A liposomal formulation of doxorubicin, composed of hexadecylphosphocholine (HePC): physicochemical characterization and cytotoxic activity against human cancer cell lines

Abstract

The overall goal of this study was to prepare a novel liposomal formulation of doxorubicin, composed of hexadecylphosphocholine (HePC), as a combined formulation and to study its activity against cancer cells and peripheral blood mononuclear cells (PBMCs), in terms of efficacy and toxicity. Liposomes composed of HePC/egg phosphatidylcholine/stearylamine (HePC/EPC/SA) 10:10:0.1 (molar ratio) (1) and EPC/SA 10:0.1 (molar ratio) (2) were prepared and doxorubicin was encapsulated using the pH gradient method.
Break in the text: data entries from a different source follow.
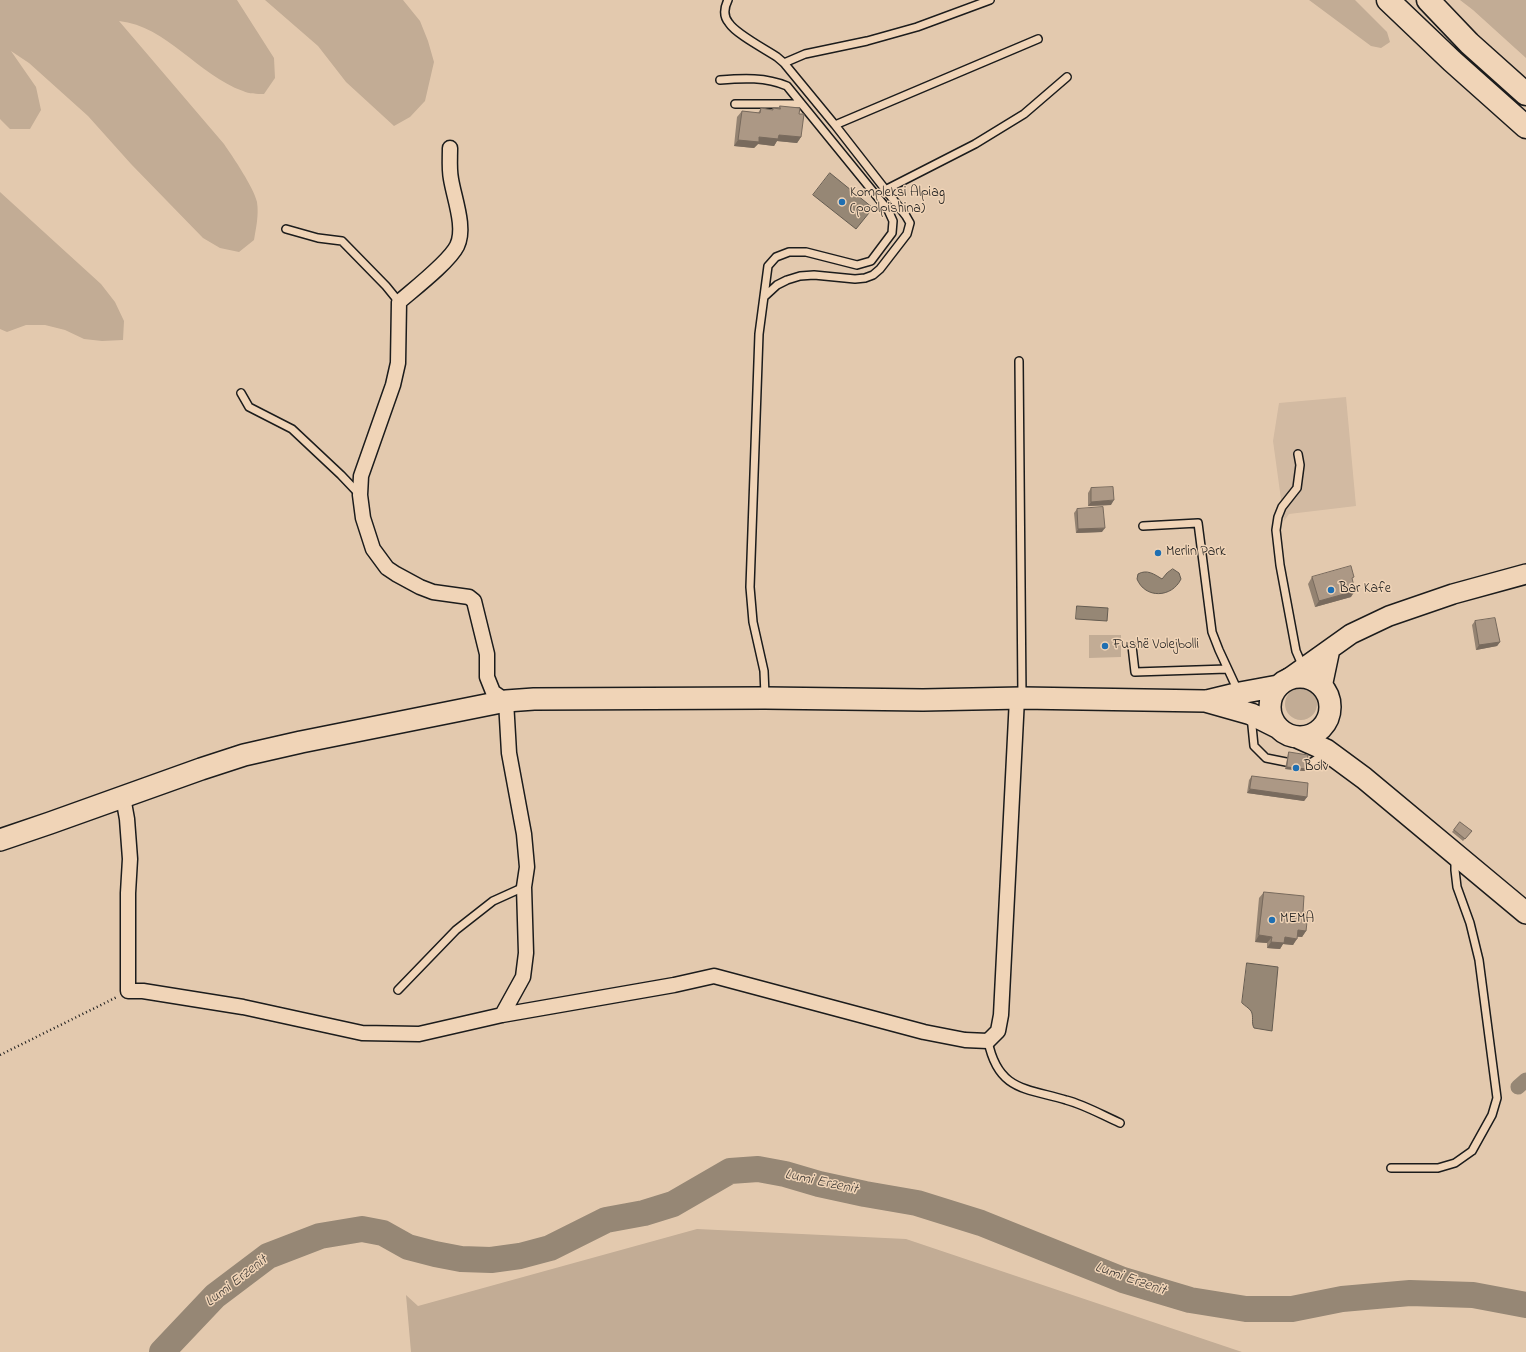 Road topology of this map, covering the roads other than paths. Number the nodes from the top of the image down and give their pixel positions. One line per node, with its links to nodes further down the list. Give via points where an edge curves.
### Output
1 (728, 0): 6 (lane, via 724,7 729,24)
2 (990, 0): 6 (lane, via 917,27 805,54)
3 (1388, 0): 13 (highway)
4 (1428, 0): 9 (highway, via 1469,43)
5 (1038, 39): 12 (lane)
6 (784, 63): 12 (lane)
7 (1067, 77): 15 (lane, via 1024,114 975,144)
8 (720, 80): 11 (lane, via 758,79 778,82 787,86)
9 (1526, 94)
10 (735, 104): 11 (lane)
11 (802, 104): 17 (lane, via 888,210 893,221 892,233 871,261 863,264 857,265 806,252 790,252 776,257 768,266)
12 (835, 126): 15 (lane)
13 (1526, 127)
14 (450, 148): 18 (street, via 450,178 460,233 457,245 451,256)
15 (886, 190): 17 (lane, via 910,223 907,234 880,269 865,278 855,279 800,276 777,285)
16 (286, 229): 18 (lane, via 318,238 342,241)
17 (764, 297): 32 (lane, via 757,362 750,587 753,622 765,679)
18 (399, 302): 22 (street, via 398,363 393,385 361,476)
19 (1019, 361): 33 (lane)
20 (241, 393): 22 (lane, via 249,407 292,429)
21 (1298, 454): 27 (lane, via 1300,465 1297,488 1282,507 1276,530 1296,651)
22 (360, 495): 34 (street, via 368,536 387,568 427,590 469,597 474,601 487,654 487,677 493,692)
23 (1143, 526): 28 (lane, via 1198,523 1212,632)
24 (1526, 574): 26 (main road, via 1453,594 1389,616 1351,634)
25 (1132, 646): 28 (lane, via 1135,672)
26 (1330, 649): 27 (main road); 30 (main road)
27 (1304, 668): 29 (main road)
28 (1227, 669): 31 (lane)
29 (1282, 684): 30 (main road, via 1303,677); 31 (main road); 38 (main road, via 1273,693 1270,707 1271,716)
30 (1322, 687): 37 (main road, via 1330,704 1330,712)
31 (1240, 693): 35 (main road)
32 (765, 698): 33 (main road); 34 (main road)
33 (1019, 698): 35 (main road); 49 (street, via 1001,1015 998,1031)
34 (506, 701): 42 (main road, via 244,755); 45 (street, via 509,753 524,834 527,868)
35 (1205, 701): 36 (main road)
36 (1251, 714): 38 (main road); 40 (lane, via 1254,746 1266,758 1306,766)
37 (1324, 725): 39 (main road, via 1310,736); 41 (main road)
38 (1277, 727): 39 (main road, via 1288,735)
39 (1297, 737): 40 (main road)
40 (1326, 750): 41 (main road)
41 (1364, 778): 44 (main road)
42 (123, 797): 43 (main road); 48 (street, via 130,860 128,991 143,991 243,1007 362,1033 419,1034)
43 (0, 840)
44 (1455, 854): 46 (main road); 51 (lane, via 1457,887 1470,923 1479,960 1496,1098 1492,1115 1472,1151 1455,1163 1438,1168)
45 (524, 887): 47 (lane, via 493,901 456,930); 48 (street, via 526,953 523,977)
46 (1526, 913)
47 (398, 990)
48 (502, 1015): 49 (street, via 714,976 924,1032)
49 (988, 1042): 50 (lane, via 991,1058 1000,1072 1015,1084 1034,1093 1067,1100)
50 (1120, 1123)
51 (1391, 1168)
Determination of lipids and doxorubicin has been achieved by high-performance thin-layer chromatography coupled with a flame-ionization detector. Prepared liposomes were characterized for their size distribution and their zeta-potential at each step of the preparation procedure. In vitro release studies have been evaluated in buffer and culture medium at 25 and 37 degrees C for 24 hours period. Liposomal formulations, free doxorubicin and HePC were tested against cancer cell lines and PBMCs, using sulforhodamine B (SRB) assay. Doxorubicin was encapsulated into the liposomes 1 and 2 at a drug to lipid molar ratio of 1.08 and 0.77, respectively, with an entrapping efficiency almost 100% in both cases. Doxorubicin was retained into liposome 1 up to 70% at 25 degrees C in TES, while up to 80% was released from 1 when liposomes were incubated at 37 degrees C either in culture medium or in the TES buffer at 24 hours. The activity of doxorubicin was retained or slightly improved when entrapped into liposomes 1 and 2, while liposomal formulation 1 encapsulating doxorubicin was found to be less toxic against normal cells (PBMCs). The combination of HePC and doxorubicin in one combined formulations justified as an improvement of the therapeutic index (TI) of doxorubicin in terms of efficacy and toxicity.